(Collected data)
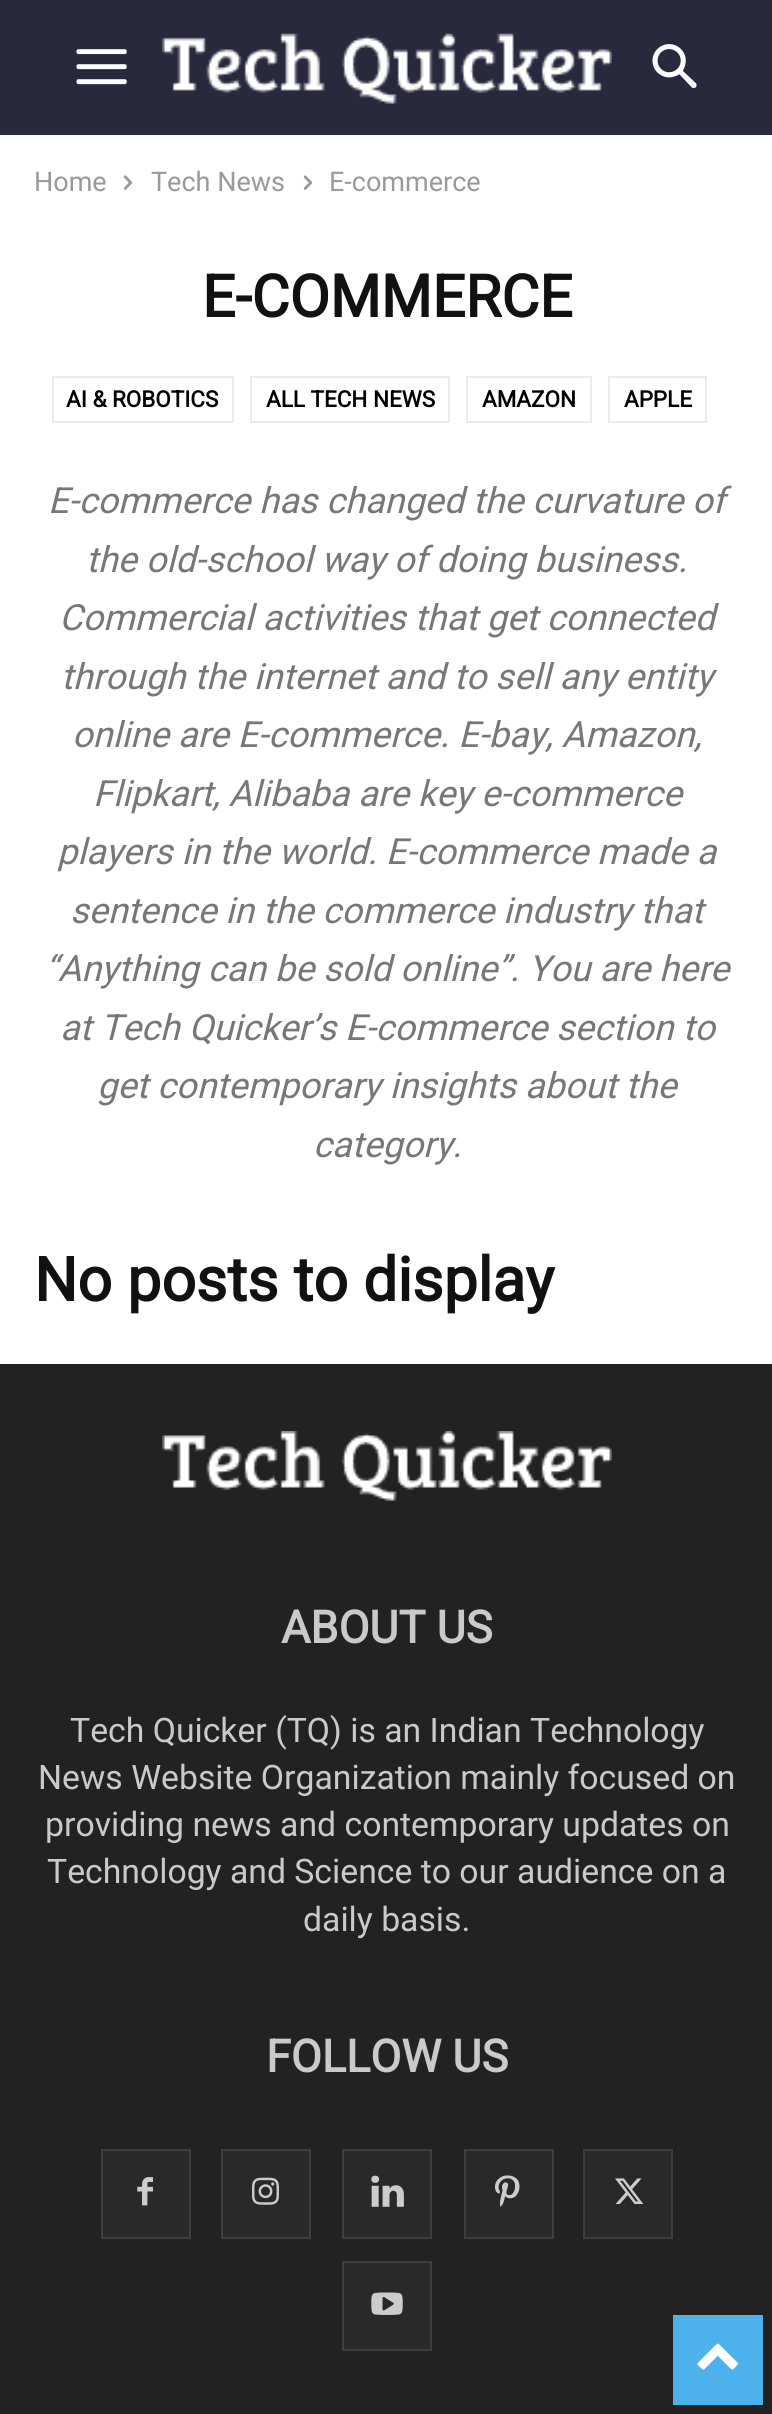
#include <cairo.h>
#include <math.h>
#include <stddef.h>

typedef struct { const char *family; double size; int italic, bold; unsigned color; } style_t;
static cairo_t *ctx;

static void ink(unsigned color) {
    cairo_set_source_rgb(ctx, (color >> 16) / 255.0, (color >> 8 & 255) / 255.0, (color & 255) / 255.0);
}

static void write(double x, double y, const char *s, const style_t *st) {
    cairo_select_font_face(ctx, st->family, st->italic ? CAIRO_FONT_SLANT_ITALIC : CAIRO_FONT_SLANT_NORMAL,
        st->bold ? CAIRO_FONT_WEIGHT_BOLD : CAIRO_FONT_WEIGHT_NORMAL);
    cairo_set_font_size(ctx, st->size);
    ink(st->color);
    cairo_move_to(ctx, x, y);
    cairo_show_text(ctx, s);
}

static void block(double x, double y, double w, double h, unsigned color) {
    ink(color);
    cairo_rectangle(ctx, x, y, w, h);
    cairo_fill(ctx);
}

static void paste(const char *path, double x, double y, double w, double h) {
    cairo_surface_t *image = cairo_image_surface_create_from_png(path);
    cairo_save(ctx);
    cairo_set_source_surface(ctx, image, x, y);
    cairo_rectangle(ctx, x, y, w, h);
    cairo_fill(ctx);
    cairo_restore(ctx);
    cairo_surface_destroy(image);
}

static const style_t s1 = {"Roboto", 27, 0, 0, 0x999999};
static const style_t s2 = {"Roboto", 58.5, 0, 1, 0x111111};
static const style_t s3 = {"Roboto", 22.5, 0, 1, 0x000000};
static const style_t s4 = {"Roboto", 36, 1, 0, 0x777777};
static const style_t s5 = {"Roboto", 60.75, 0, 1, 0x111111};
static const style_t s6 = {"Roboto", 45, 0, 1, 0xcacaca};
static const style_t s7 = {"Roboto", 33.75, 0, 0, 0xcacaca};

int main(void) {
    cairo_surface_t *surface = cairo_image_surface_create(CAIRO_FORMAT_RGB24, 772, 2414);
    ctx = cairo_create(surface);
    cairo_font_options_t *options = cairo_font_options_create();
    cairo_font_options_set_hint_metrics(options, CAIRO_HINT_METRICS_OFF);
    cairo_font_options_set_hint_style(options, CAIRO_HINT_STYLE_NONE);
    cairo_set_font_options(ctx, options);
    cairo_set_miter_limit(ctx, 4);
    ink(0xffffff);
    cairo_paint(ctx);
    block(0, 0, 772, 135, 0x29293d);
    paste("pic1.png", 76, 49, 51, 36);
    paste("pic2.png", 162, 33, 450, 71);
    paste("pic3.png", 652, 44, 45, 45);
    write(34, 191, "Home", &s1);
    paste("pic4.png", 123, 175, 10, 15);
    write(151, 191, "Tech News", &s1);
    paste("pic4.png", 303, 175, 10, 15);
    write(329, 191, "E-commerce", &s1);
    write(202, 317, "E-COMMERCE", &s2);
    cairo_rectangle(ctx, 53, 377, 180, 45);
    ink(0xebebeb);
    cairo_stroke(ctx);
    write(66, 407, "AI & ROBOTICS", &s3);
    cairo_rectangle(ctx, 251, 377, 198, 45);
    ink(0xebebeb);
    cairo_stroke(ctx);
    write(266, 407, "ALL TECH NEWS", &s3);
    cairo_rectangle(ctx, 467, 377, 124, 45);
    ink(0xebebeb);
    cairo_stroke(ctx);
    write(482, 407, "AMAZON", &s3);
    cairo_rectangle(ctx, 609, 377, 97, 45);
    ink(0xebebeb);
    cairo_stroke(ctx);
    write(624, 407, "APPLE", &s3);
    write(48, 513, "E-commerce has changed the curvature of", &s4);
    write(86, 572, "the old-school way of doing business.", &s4);
    write(59, 630, "Commercial activities that get connected", &s4);
    write(61, 689, "through the internet and to sell any entity", &s4);
    write(72, 747, "online are E-commerce. E-bay, Amazon,", &s4);
    write(93, 806, "Flipkart, Alibaba are key e-commerce", &s4);
    write(57, 864, "players in the world. E-commerce made a", &s4);
    write(70, 923, "sentence in the commerce industry that", &s4);
    write(45, 981, "“Anything can be sold online”. You are here", &s4);
    write(60, 1040, "at Tech Quicker’s E-commerce section to", &s4);
    write(97, 1098, "get contemporary insights about the", &s4);
    write(313, 1157, "category.", &s4);
    write(34, 1301, "No posts to display", &s5);
    block(0, 1364, 772, 1050, 0x222222);
    paste("pic5.png", 162, 1431, 450, 70);
    write(281, 1643, "ABOUT US", &s6);
    write(70, 1742, "Tech Quicker (TQ) is an Indian Technology", &s7);
    write(38, 1789, "News Website Organization mainly focused on", &s7);
    write(45, 1836, "providing news and contemporary updates on", &s7);
    write(47, 1883, "Technology and Science to our audience on a", &s7);
    write(303, 1931, "daily basis.", &s7);
    write(266, 2072, "FOLLOW US", &s6);
    ink(0x292929);
    cairo_rectangle(ctx, 102, 2150, 88, 88);
    cairo_fill_preserve(ctx);
    ink(0x3e3e3e);
    cairo_stroke(ctx);
    paste("pic6.png", 137, 2177, 16, 29);
    ink(0x292929);
    cairo_rectangle(ctx, 222, 2150, 88, 88);
    cairo_fill_preserve(ctx);
    ink(0x3e3e3e);
    cairo_stroke(ctx);
    paste("pic7.png", 252, 2177, 27, 28);
    ink(0x292929);
    cairo_rectangle(ctx, 343, 2150, 88, 88);
    cairo_fill_preserve(ctx);
    ink(0x3e3e3e);
    cairo_stroke(ctx);
    paste("pic8.png", 371, 2175, 33, 32);
    ink(0x292929);
    cairo_rectangle(ctx, 465, 2150, 88, 88);
    cairo_fill_preserve(ctx);
    ink(0x3e3e3e);
    cairo_stroke(ctx);
    paste("pic9.png", 495, 2175, 25, 32);
    ink(0x292929);
    cairo_rectangle(ctx, 584, 2150, 88, 88);
    cairo_fill_preserve(ctx);
    ink(0x3e3e3e);
    cairo_stroke(ctx);
    paste("pic10.png", 615, 2178, 29, 26);
    ink(0x292929);
    cairo_rectangle(ctx, 343, 2262, 88, 88);
    cairo_fill_preserve(ctx);
    ink(0x3e3e3e);
    cairo_stroke(ctx);
    paste("pic11.png", 371, 2292, 32, 23);
    block(673, 2315, 90, 90, 0x4db2ec);
    paste("pic12.png", 697, 2343, 41, 27);
    cairo_surface_write_to_png(surface, "screenshot.png");
    cairo_font_options_destroy(options);
    cairo_destroy(ctx);
    cairo_surface_destroy(surface);
    return 0;
}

• [Task objective] Filter the data down to the lines that contain the string "void", and copy them.

• [Response]
static void ink(unsigned color) {
static void write(double x, double y, const char *s, const style_t *st) {
static void block(double x, double y, double w, double h, unsigned color) {
static void paste(const char *path, double x, double y, double w, double h) {
int main(void) {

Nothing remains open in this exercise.